For a general staff audience, the essential distinction is between operational dominance and strategic decision. The coalition has achieved the former in important domains, especially offensive counterair, deep strike access, and dynamic targeting. It has not yet achieved the latter because Iran’s retaliatory system has not been reduced below the threshold of coercive relevance. This is why the correct doctrinal frame is not “who is winning” but “which theory of victory is exhausting itself first.” The coalition theory of victory has been to disintegrate Iran’s warfighting system faster than Tehran can translate residual means into punitive effect. The Iranian theory of victory has been to survive disintegration with enough missile, drone, proxy, and maritime capacity intact to deny disarmament and prolong reciprocal coercion. In other words, the coalition seeks paralysis, Iran seeks non closure. That is the central military dialectic of the campaign.
I. Clausewitzian Grammar, Clausewitzian Logic
Clausewitz remains useful here if read properly. The grammar of this war is highly military, highly technical, and recognizably contemporary. It is dominated by JISR, SEAD and DEAD, time sensitive targeting, PR and CSAR, deep strike against HDBTs, and maritime interdiction. Yet the logic remains coercive and political. Neither side is seeking a Napoleonic battlefield decision. Neither side is aiming at total military annihilation in the literal sense. The coalition is trying to make Iran’s military system incapable of sustaining a politically credible response. Iran is trying to make continued coalition operations costlier, broader, and harder to politically absorb than the coalition expected. That means the war’s logic is closer to compellence and endurance than to conquest and occupation. The practical consequence is that battlefield asymmetry does not automatically translate into strategic resolution. A state can lose the upper air contest and still succeed if its war aim is not battlefield mastery but survival with retaliatory agency.
This is where shallow analysis usually breaks down. It confuses tactical access with strategic finality. In Clausewitzian terms, the coalition has struck Iranian means with great effect, but it has not yet destroyed the enemy’s ability to continue willing resistance through military instruments. Iran has been hit hard, yet it retains enough coercive instruments to keep the war open, which means the enemy will has not been operationally disconnected from the means required to express it. That is why this campaign has become a study in the limits of aerospace advantage when confronted by prepared survivability, hard depth, and a state that built its force for punishment endurance rather than conventional parity. The fact that the coalition achieved early air superiority and still, a month later, could only confidently verify destruction of about a third of the missile stockpile is not an anecdote. It is the doctrinal problem in one sentence.

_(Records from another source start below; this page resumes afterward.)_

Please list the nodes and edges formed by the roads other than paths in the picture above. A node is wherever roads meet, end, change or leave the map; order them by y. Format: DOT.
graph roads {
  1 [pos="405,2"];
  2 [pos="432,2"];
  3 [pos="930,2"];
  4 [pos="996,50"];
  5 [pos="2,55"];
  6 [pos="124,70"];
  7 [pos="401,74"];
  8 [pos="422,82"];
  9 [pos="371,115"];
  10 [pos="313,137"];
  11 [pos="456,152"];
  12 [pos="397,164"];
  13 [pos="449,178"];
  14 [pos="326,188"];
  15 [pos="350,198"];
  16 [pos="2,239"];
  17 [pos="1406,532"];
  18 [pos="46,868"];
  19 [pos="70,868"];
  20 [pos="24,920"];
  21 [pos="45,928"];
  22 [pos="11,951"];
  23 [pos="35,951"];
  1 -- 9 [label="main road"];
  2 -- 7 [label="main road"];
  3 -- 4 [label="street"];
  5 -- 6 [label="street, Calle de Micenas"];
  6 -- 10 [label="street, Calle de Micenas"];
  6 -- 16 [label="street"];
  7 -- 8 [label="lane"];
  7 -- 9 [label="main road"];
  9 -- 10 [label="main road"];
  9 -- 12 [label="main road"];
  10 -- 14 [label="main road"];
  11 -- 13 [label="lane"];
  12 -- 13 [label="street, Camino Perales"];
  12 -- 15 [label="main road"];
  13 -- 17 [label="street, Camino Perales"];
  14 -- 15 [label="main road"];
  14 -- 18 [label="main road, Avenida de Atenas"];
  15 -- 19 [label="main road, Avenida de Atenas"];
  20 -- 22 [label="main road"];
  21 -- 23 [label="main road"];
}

II. The Coalition Theory of Victory, Warden Refined by the Realities of Mobile HDBTs
The coalition’s operational design has followed a recognizably Wardenian impulse, but in a more modern and more technically mature form. The opening campaign did not merely service frontline tactical targets. It struck command nodes, intelligence organs, naval assets, ballistic missile sites, and air defense systems in parallel after cyber and space enabled disruption of Iranian communications and perception. That is textbook systems attack. The object is to produce dislocation across the enemy’s functional architecture rather than grind linearly through units in sequence. It is what airpower becomes when it is married to a strong JISR enterprise and to the institutional confidence that parallel attack can generate shock more efficiently than sequential attrition.

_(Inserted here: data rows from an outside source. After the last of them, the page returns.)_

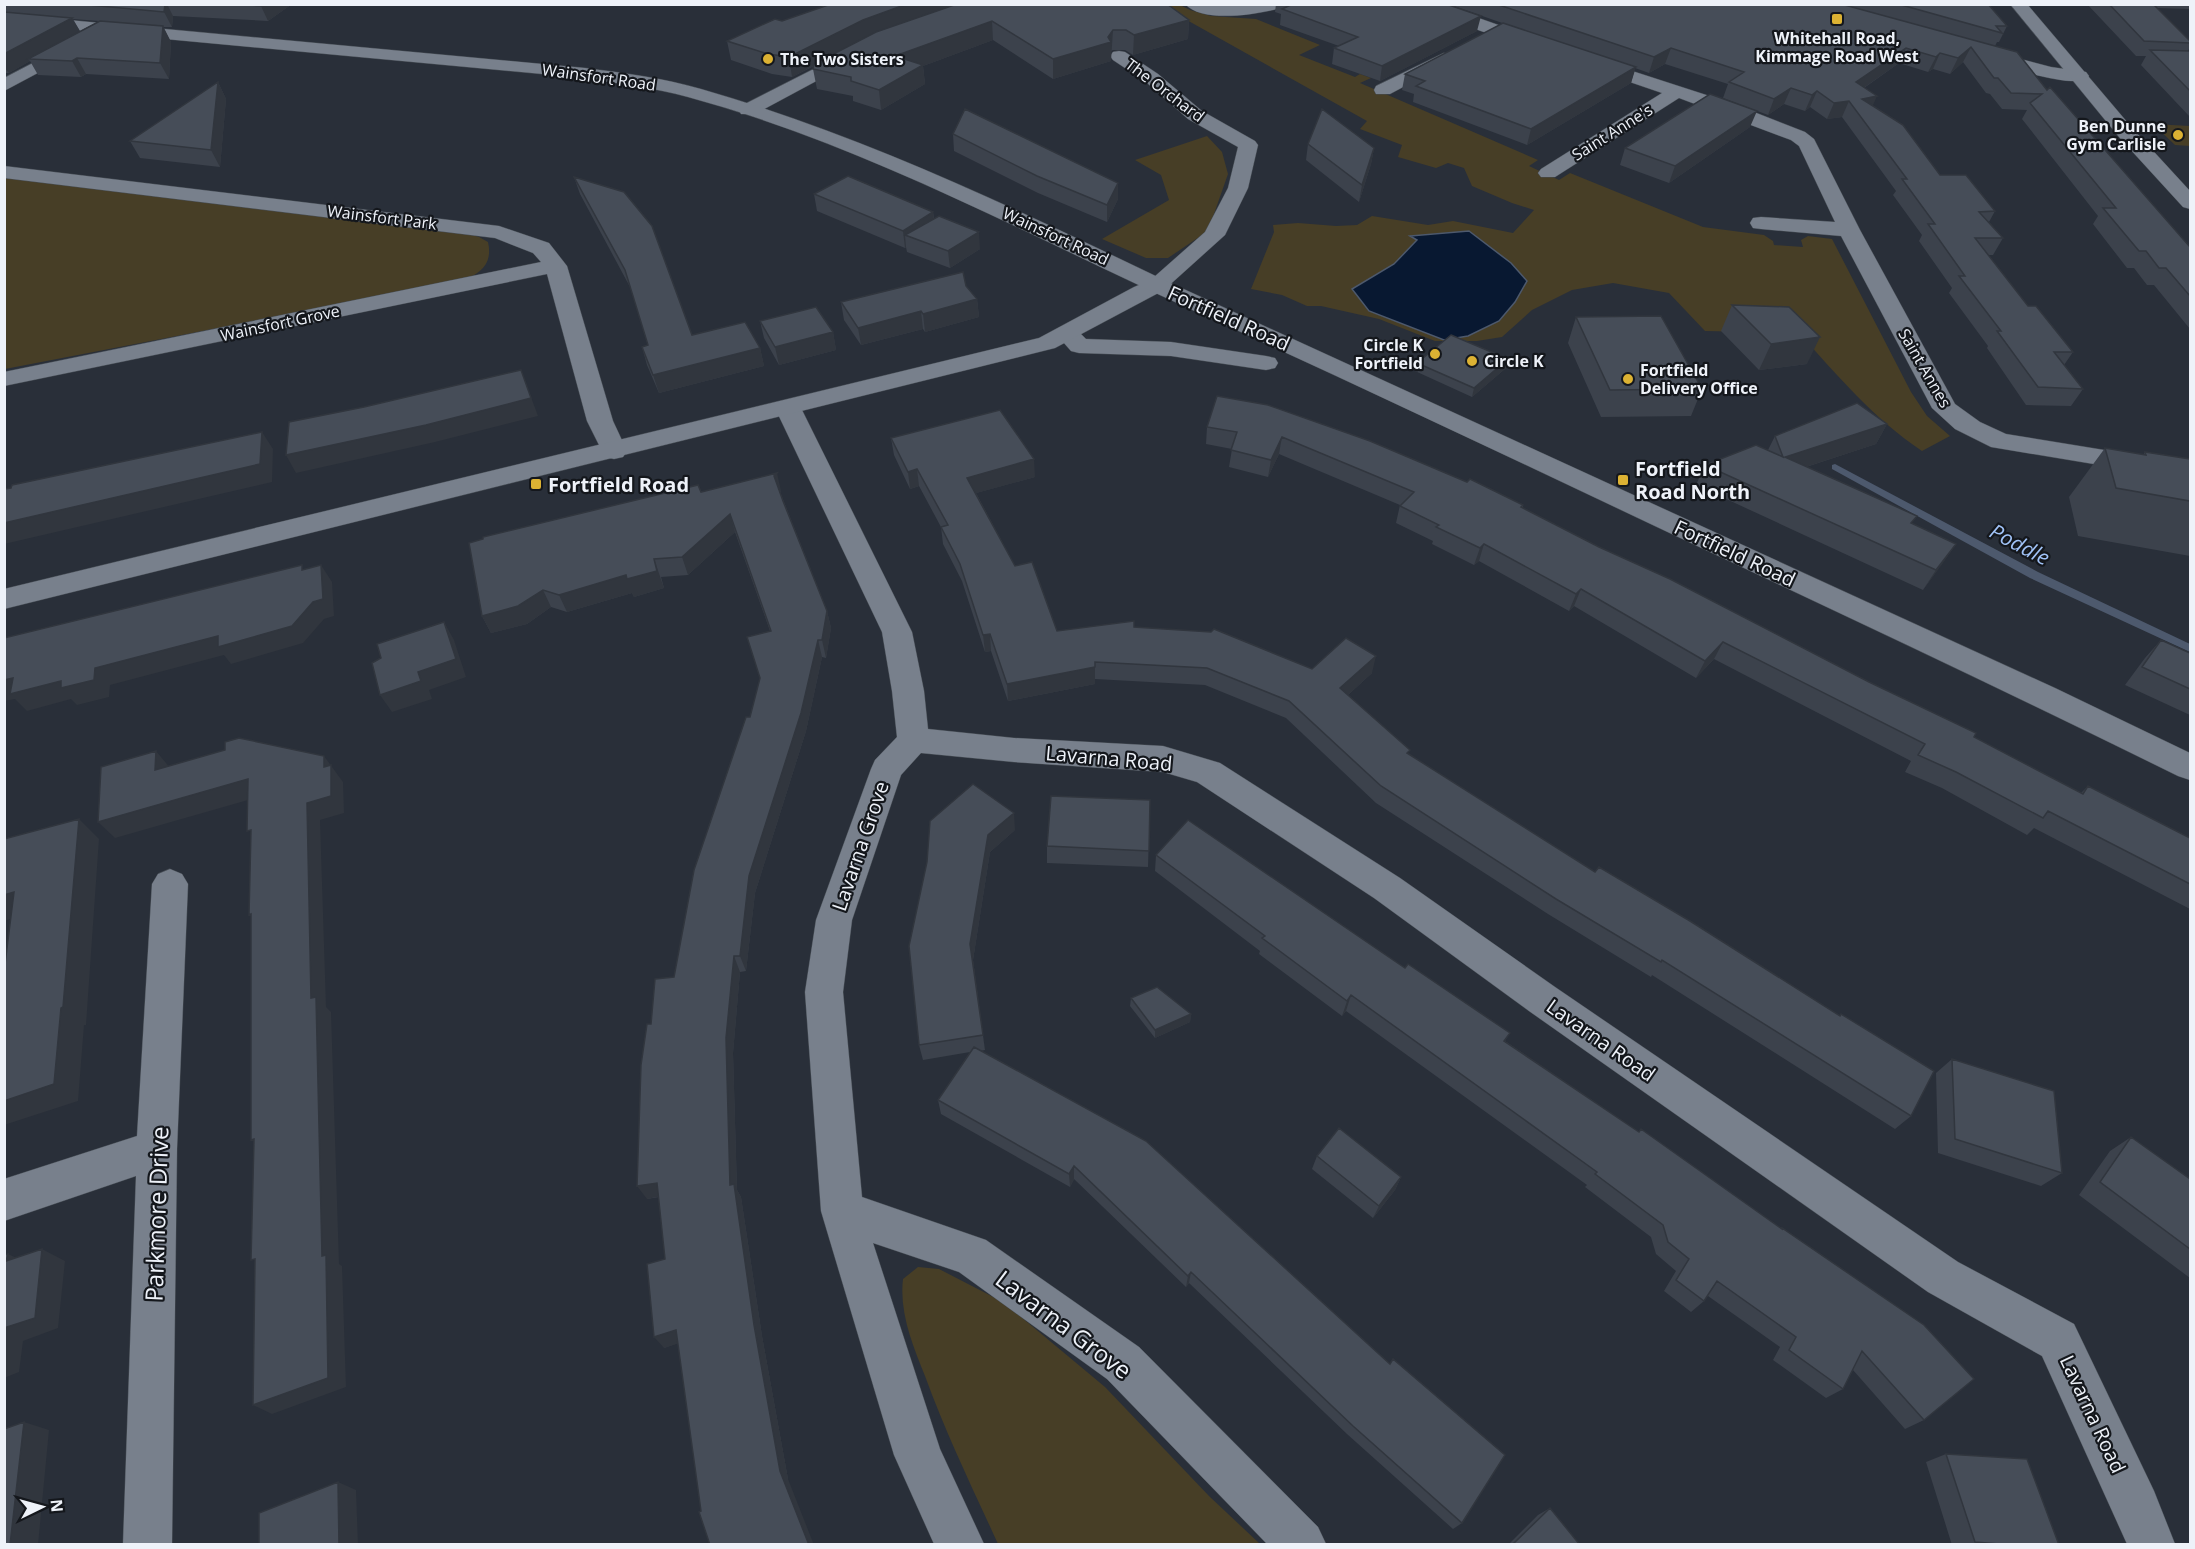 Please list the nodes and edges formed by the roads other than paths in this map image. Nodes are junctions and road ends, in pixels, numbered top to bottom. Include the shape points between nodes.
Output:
1 (1193, 4) edge
2 (1275, 4) edge
3 (1422, 4) edge
4 (2018, 4) edge
5 (4, 19) edge
6 (105, 28) junction
7 (872, 45) edge
8 (1964, 49) edge
9 (1552, 50) edge
10 (1457, 51) edge
11 (1119, 56) dead end
12 (1575, 57) edge
13 (2080, 76) junction
14 (4, 86) edge
15 (1383, 90) dead end
16 (1676, 92) junction
17 (748, 110) junction
18 (4, 172) edge
19 (1548, 173) dead end
20 (2190, 203) edge
21 (1761, 223) dead end
22 (1849, 230) junction
23 (556, 266) junction
24 (1156, 285) junction
25 (1068, 334) junction
26 (1266, 363) dead end
27 (4, 379) edge
28 (788, 408) junction
29 (614, 451) junction
30 (2190, 472) edge
31 (4, 599) edge
32 (913, 740) junction
33 (2190, 767) edge
34 (170, 884) dead end
35 (157, 1149) junction
36 (4, 1200) edge
37 (842, 1211) junction
38 (147, 1545) edge
39 (959, 1545) edge
40 (1301, 1545) edge
41 (2151, 1545) edge

1 - 2 street via 1209,10 1248,11
3 - 9 street via 1487,36
4 - 13 street
5 - 6 street, Wainsfort Road
6 - 14 street
6 - 17 street, Wainsfort Road via 585,74 652,83
7 - 17 street
8 - 13 street
10 - 15 street
11 - 24 street, The Orchard via 1195,115 1248,145 1238,188 1214,235
12 - 16 street, Saint Annes
13 - 20 street
16 - 19 street, Saint Anne's
16 - 22 street, Saint Annes via 1798,136 1807,143
17 - 24 street, Wainsfort Road via 827,136 1012,215
18 - 23 street, Wainsfort Park via 499,232 541,248
21 - 22 street
22 - 30 street, Saint Annes via 1945,408 1958,420 2000,441
23 - 27 street, Wainsfort Grove
23 - 29 street via 600,421
24 - 25 street, Fortfield Road
24 - 33 street, Fortfield Road
25 - 26 street via 1079,346 1171,350
25 - 28 street, Fortfield Road via 1047,343
28 - 29 street, Fortfield Road
28 - 32 street via 897,632
29 - 31 street, Fortfield Road
32 - 37 street, Lavarna Grove via 886,769 834,920 824,992
32 - 41 street, Lavarna Road via 1163,759 1208,772 1388,888 1943,1277 2058,1340
34 - 35 street, Parkmore Drive
35 - 36 street
35 - 38 street, Parkmore Drive
37 - 39 street, Lavarna Grove via 918,1455
37 - 40 street, Lavarna Grove via 971,1255 1123,1364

Yet the campaign is not reducible to Warden’s ring theory in its more naive form, because the Iranian military problem is not a static industrial system awaiting orderly servicing. Iran’s center of operational resilience lies in buried launch complexes, TEL mobility, dispersed infrastructure, proxy frontage, and maritime leverage. That forces the coalition beyond classical effects based rhetoric and into an ugly reconnaissance strike contest in which the decisive question is not whether targets exist, but whether they can be located, classified, fixed, engaged, and correctly assessed before they move, go dark, or disappear into underground architecture. Here the coalition’s true strength is not aircraft alone. It is the F2T2EA chain, the ability to move from find to assess rapidly enough that fleeting targets remain fleeting only in theory. The operational superiority is therefore epistemic before it is kinetic. The coalition sees, fuses, and retasks faster.
Boyd is more useful than Warden for understanding the live mechanics of the war. The coalition’s objective has been to collapse the Iranian OODA cycle by saturating it with simultaneous shocks. Cyber action, air defense suppression, decapitation strikes, dynamic targeting, and reattack cycles all serve the same purpose, namely to ensure that Iranian orientation is always lagging reality. If Iran cannot build a stable air picture, cannot confidently move launchers, cannot know which nodes remain unobserved, and cannot synchronize surviving assets at acceptable speed, then the coalition’s decision cycle enters inside the Iranian one and stays there. The opening phase clearly reflected that ambition.
Still, a campaign can win the decision cycle contest in the air and lose the closure contest at the level of strategy. This is where the coalition has encountered the structural limits of its method. By late March U.S. intelligence could confirm destruction of only around one third of Iran’s missile arsenal, with another third damaged, buried, or uncertain. Israeli officials claimed over 335 launchers neutralized, or about 70 percent of launch capacity, while privately acknowledging that the surviving 30 percent would be much harder to eliminate. That is exactly what the theory of diminishing target observability would predict. The first tranche of targets includes emitters, fixed sites, exposed support functions, and mobile systems caught in vulnerable transition. The final tranche consists of the best hidden, best disciplined, best protected residue. Counterforce thus becomes asymptotic. Every additional increment of degradation costs more ISR, more sorties, more time, and more risk than the previous increment.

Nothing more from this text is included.